* [PATCH] gc --auto: warn garbage collection happens soon
@ 2011-12-27 13:45 Nguyễn Thái Ngọc Duy
2011-12-27 21:52 ` Junio C Hamano
0 siblings, 1 reply; 8+ messages in thread
From: Nguyễn Thái Ngọc Duy @ 2011-12-27 13:45 UTC (permalink / raw)
To: git; +Cc: Nguyễn Thái Ngọc Duy
This gives users a chance to run gc explicitly elsewhere if they do not
want gc to run suddenly in current terminal.

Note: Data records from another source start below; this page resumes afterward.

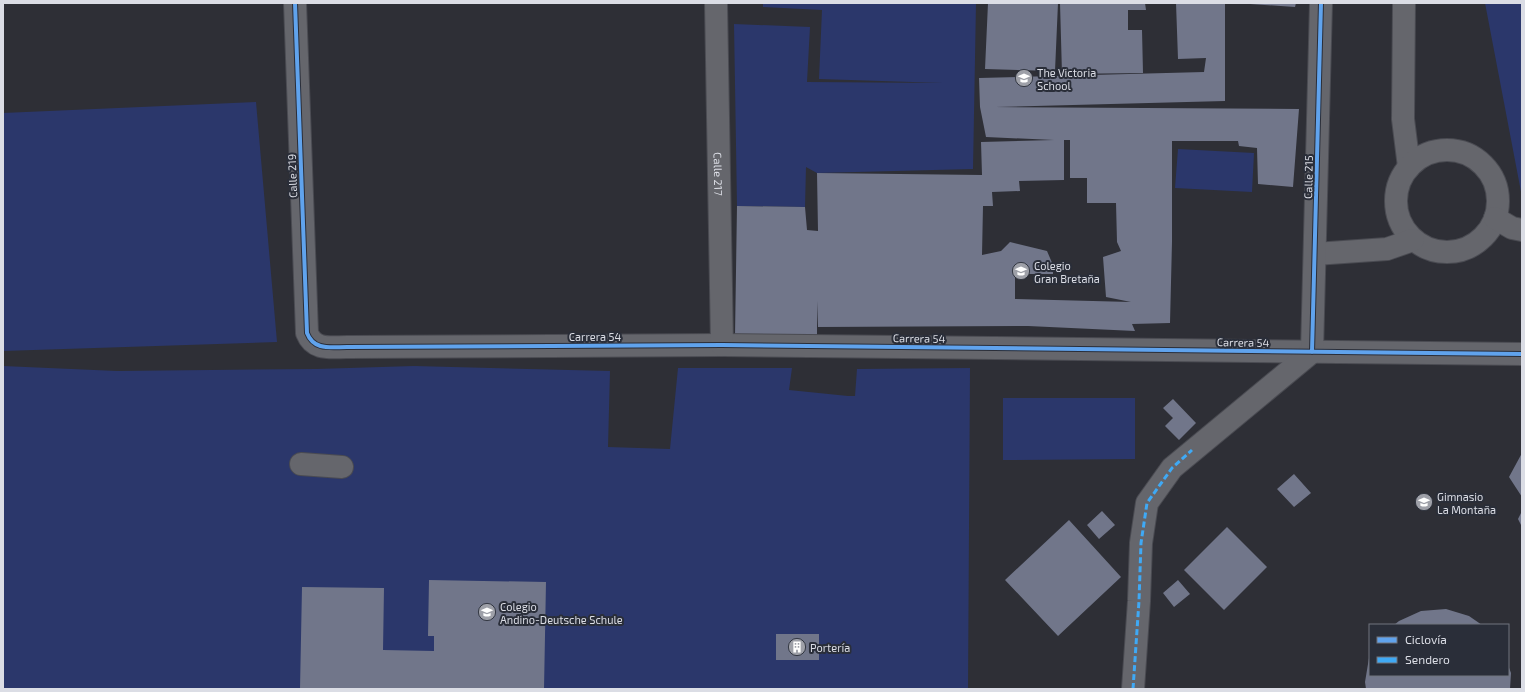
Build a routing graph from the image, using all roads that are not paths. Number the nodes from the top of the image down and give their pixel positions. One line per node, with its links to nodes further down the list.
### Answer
1 (295, 3): 11 (street, Calle 219)
2 (716, 3): 10 (street, Calle 217)
3 (1321, 3): 9 (street, Calle 215)
4 (1404, 3): 5 (street)
5 (1409, 167): 6 (street); 8 (street)
6 (1495, 218): 7 (street); 8 (street)
7 (1522, 230)
8 (1413, 240): 9 (street)
9 (1315, 254): 12 (street, Calle 215)
10 (722, 344): 11 (street, Carrera 54); 12 (street, Carrera 54)
11 (316, 345)
12 (1312, 352): 13 (street, Carrera 54); 16 (street)
13 (1522, 354)
14 (301, 464): 15 (street)
15 (342, 467)
16 (1133, 689)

Signed-off-by: Nguyễn Thái Ngọc Duy <pclouds@gmail.com>
---
v2 of a patch posted a few months ago. The warning limits are in
percentage and configurable. I could have set the default limits to
100% (i.e. no warnings) to keep current behavior. However I think
warning is better.
May need rewording inn config.txt, I'm not sure I state it clearly.
Documentation/config.txt | 12 ++++++++++++
Documentation/git-gc.txt | 4 ++++
builtin/gc.c | 41 +++++++++++++++++++++++++++++++++++++++--
3 files changed, 55 insertions(+), 2 deletions(-)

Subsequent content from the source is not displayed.